-- SUPPLIED INFORMATION follows --
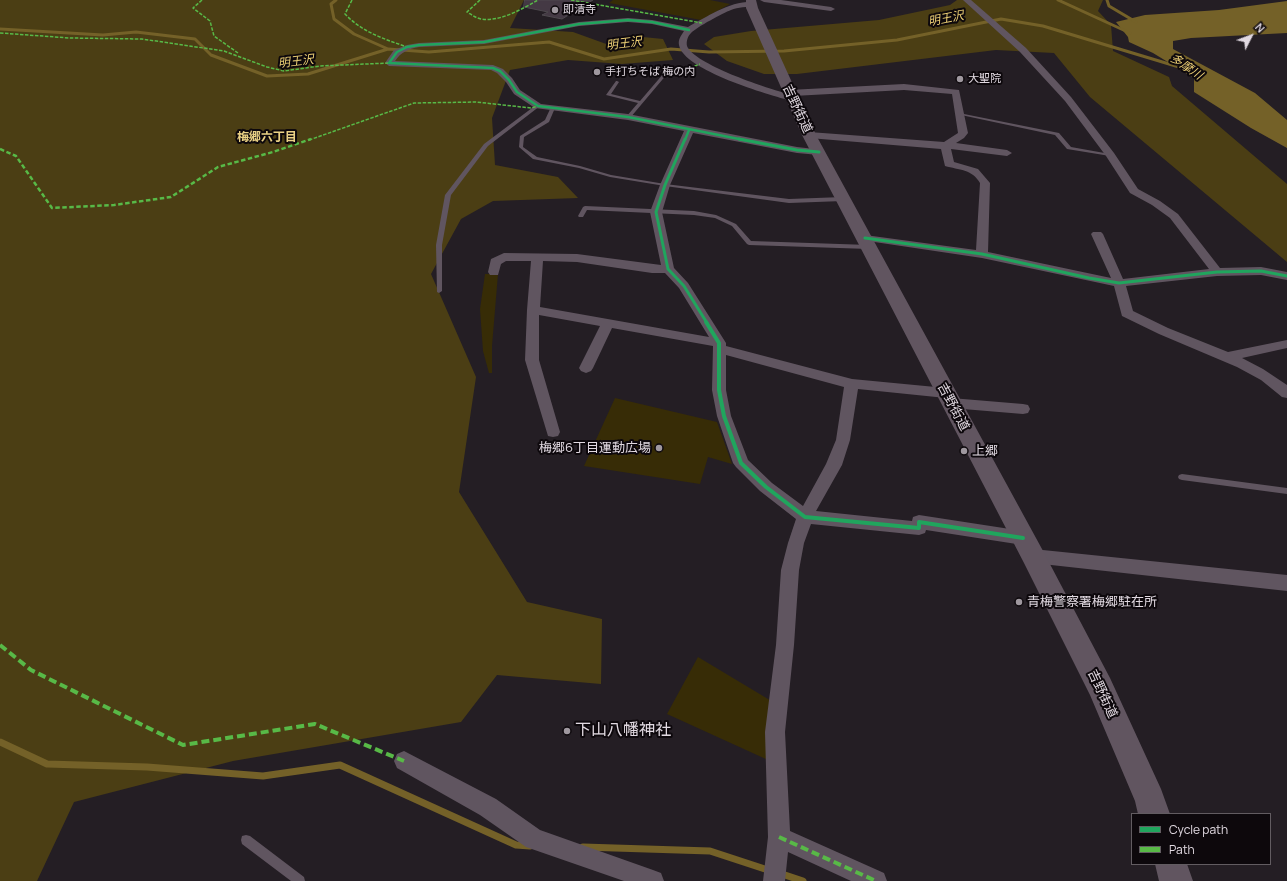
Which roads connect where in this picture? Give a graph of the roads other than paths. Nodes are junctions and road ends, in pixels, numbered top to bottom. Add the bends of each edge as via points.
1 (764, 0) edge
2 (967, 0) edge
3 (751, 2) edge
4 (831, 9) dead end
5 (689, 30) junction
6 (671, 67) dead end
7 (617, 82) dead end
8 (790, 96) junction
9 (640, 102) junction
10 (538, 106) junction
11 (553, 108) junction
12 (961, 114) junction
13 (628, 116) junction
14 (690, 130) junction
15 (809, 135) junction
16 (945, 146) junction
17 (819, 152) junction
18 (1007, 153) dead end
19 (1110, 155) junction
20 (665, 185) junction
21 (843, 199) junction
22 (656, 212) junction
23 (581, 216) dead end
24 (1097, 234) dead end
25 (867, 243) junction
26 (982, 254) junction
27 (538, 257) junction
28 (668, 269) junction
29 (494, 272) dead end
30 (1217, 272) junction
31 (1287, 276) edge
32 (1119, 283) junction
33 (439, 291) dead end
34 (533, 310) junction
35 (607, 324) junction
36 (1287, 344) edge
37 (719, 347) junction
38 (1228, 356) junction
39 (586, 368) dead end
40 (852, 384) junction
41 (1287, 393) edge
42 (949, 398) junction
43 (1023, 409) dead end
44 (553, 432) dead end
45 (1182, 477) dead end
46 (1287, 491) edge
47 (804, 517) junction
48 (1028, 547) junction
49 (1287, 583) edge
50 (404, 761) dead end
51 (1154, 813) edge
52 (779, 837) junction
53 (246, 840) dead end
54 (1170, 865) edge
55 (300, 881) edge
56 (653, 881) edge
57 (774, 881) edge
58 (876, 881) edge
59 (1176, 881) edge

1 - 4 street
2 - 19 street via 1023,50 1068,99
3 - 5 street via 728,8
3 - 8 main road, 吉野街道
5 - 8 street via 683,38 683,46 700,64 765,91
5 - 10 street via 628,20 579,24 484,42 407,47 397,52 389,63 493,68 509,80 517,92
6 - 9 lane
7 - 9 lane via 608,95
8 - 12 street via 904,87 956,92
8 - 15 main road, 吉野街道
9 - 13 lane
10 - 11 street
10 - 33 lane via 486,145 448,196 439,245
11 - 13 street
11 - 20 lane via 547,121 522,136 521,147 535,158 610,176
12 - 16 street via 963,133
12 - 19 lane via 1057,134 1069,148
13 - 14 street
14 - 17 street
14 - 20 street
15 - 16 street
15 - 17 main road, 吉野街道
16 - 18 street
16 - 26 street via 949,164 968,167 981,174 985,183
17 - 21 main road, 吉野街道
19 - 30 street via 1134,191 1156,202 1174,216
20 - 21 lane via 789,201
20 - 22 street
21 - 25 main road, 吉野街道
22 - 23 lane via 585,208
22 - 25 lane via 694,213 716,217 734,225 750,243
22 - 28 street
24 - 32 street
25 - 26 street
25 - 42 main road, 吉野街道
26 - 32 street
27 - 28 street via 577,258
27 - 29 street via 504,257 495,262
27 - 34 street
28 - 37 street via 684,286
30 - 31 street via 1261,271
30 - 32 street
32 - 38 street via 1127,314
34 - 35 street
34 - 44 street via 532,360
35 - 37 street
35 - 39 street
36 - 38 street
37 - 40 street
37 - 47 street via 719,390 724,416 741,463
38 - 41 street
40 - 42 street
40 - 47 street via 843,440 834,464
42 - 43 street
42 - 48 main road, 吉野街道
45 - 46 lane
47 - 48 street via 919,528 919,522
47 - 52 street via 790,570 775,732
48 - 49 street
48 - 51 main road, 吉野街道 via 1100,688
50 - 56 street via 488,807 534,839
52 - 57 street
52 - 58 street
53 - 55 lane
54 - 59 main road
-- SUPPLIED INFORMATION concluded --
Search the data for the string "吉野街道" and copy out every line where it is found.

3 - 8 main road, 吉野街道
8 - 15 main road, 吉野街道
15 - 17 main road, 吉野街道
17 - 21 main road, 吉野街道
21 - 25 main road, 吉野街道
25 - 42 main road, 吉野街道
42 - 48 main road, 吉野街道
48 - 51 main road, 吉野街道 via 1100,688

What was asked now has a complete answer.